Pujya K.C. Varadachari - Home Page
 
 
Pujya Dr. K.C. Varadachari - Volume -10
 

OMNIPERVASIVENESS OF GOD

  

GOD is more than man and the world. He is beyond the relative terms of our existence. He is above the world and its vicissitudes and evolutionary processes. His will omnipotent has brought into being all creatures and things. As the Ultimate cause of all, He is untouched by the imperfections of the world and the souls, by their changes and their sorrows. Having created the world He governs it by His law immutably and ruthlessly. But being essentially good the reign of God is good and righteous. The world in which we dwell is the best possible of all worlds. Browning described such a God in the line

 

“God’s in his heaven –

All’s right with the world!”

 

God is God because He is transcendent to the world, uniquely different from the world and the souls.

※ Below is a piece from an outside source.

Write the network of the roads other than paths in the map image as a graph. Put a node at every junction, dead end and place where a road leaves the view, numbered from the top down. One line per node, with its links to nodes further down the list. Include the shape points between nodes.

Mystics and Rishis however knew of another aspect of God. God, though undoubtedly transcendent in the sense of being the Creator and Ruler, is also immanent in the creation. He could be realized not merely as the law immanent in Nature and in oneself but also as present within each and everything. The world and the souls are not naturally acting according to an original law conferred on them and thus mechanically going round their functions, but are being constantly impelled from within. This impulsion from within in each is the cause of progress that we observe in each soul. Every soul aspires to be greater than what it is. The cause of this aspiration is God within who impels every soul to great endeavour, and this is the urge within Evolution. God is the self of all beings, seated within the heart of each soul, who could be realized if only one yearns for Him, opens out to Him, loves Him with all one’s being and dedicates oneself to His service. God can be loved, known and entered into through devotion. Religion includes this immanent realization of God, this knowledge of the fullness of God in His creation – sarvam vishnumayam jagat.

The Chandogyopanishad expresses this in the passage: Sarvam khalvidam Brahma: All this is verily Brahman. The Bhagavad Gita proclaims this as the acme of jnana, to know all this to be Vasudeva: Vasudevassarvam iti. Vasudeva is the Self of the world and all, and all these are His body (sarira).

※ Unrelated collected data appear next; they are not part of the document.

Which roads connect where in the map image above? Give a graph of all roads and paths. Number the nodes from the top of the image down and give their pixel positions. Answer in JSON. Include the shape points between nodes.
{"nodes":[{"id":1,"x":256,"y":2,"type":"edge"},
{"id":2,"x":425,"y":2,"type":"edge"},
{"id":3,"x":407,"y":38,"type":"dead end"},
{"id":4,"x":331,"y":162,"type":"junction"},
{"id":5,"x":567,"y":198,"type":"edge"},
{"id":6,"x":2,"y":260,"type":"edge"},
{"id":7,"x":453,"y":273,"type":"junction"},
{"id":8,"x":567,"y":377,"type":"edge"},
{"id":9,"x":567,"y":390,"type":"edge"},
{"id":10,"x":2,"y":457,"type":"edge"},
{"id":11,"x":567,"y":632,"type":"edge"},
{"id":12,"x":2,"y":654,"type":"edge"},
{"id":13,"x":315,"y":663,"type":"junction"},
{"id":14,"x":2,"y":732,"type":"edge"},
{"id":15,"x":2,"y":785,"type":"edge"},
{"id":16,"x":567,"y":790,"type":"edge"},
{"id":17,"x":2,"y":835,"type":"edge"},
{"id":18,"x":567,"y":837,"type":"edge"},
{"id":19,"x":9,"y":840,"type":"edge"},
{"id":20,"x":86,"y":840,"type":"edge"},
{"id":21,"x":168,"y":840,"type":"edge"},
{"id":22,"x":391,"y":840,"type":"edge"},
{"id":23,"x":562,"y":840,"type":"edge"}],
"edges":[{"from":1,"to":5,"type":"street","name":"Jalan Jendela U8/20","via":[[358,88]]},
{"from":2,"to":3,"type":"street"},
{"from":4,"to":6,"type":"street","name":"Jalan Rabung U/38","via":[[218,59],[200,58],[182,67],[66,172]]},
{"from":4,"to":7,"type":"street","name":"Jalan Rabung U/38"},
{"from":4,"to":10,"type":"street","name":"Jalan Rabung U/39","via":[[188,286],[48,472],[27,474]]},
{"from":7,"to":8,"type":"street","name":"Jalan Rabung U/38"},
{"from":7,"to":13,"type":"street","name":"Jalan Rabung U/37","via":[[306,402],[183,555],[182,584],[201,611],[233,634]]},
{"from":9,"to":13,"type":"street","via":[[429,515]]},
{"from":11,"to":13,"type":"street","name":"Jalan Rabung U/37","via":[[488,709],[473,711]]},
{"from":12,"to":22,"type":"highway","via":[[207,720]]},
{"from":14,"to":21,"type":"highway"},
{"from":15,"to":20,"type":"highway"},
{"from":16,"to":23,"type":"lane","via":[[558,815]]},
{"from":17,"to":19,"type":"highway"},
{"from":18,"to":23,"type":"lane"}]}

The Isavasyopanishad varies this instruction to suit the realization of God within oneself and all by the seeker, who is ignorant of this saving truth. He has to realize the presence of God within himself. He must strive to bring down the presence of the Transcendent God into each. The Rishi declares that it could be done, for all things moving and unmoving can become fit for the indwelling of the Lord: Isavasyam idam sarvam yat kinca jagatyam jagat. This realization of the possibility of God indwelling actually in each individual makes the meaning of God-filling each, satisfying. It is not merely the immanence of the Law of God, of His original fiat in things, but the realization of the actual residence within oneself as Self and Soul, atman, that makes religion meaningful to man. Else a rational naturalism would be sufficient for man.

Hinduism has given several names to God; each name reveals a particular aspect of His unique and eternal Nature. Three popular names however have survived among us, Brahma, Vishnu and Siva, answering to the logical existential, the volitional, ethical, and the aesthetic affective ultimate aspect or modes of the One supreme God. Vishnu brings out the aspect of Brahman’s personality as the Regnum or Sovereign-principle, who is the Upholder of both the Outer law of Nature and the inner law of the souls. As the name signifies, He is the pervader or omnipervasive Spirit capable of indwelling all creation; He confers and maintains the reign of Dharma and harmony in and through the evolutionary process. As immanent in the process He is eternally actively liberating the souls by making them conscious of their ultimate Destiny in the world and beyond. As the avatar He uplifts and establishes the reign of dharma, by liberating dharma, in various ways.

Each soul has a dual responsibility, of realizing God within itself as its Self and of regarding Him in others. Thus each individual becomes the body of God, a temple of His presence. This is the realization of God as all this, as filling all this without remainder.

This experience is a transcendent one got through the grace of God but earned through devotion, and selfless dedication to one’s inner nature (svadharma) as the body of God, and by intelligent performance of one’s duty by one’s station in the cosmic and social scheme.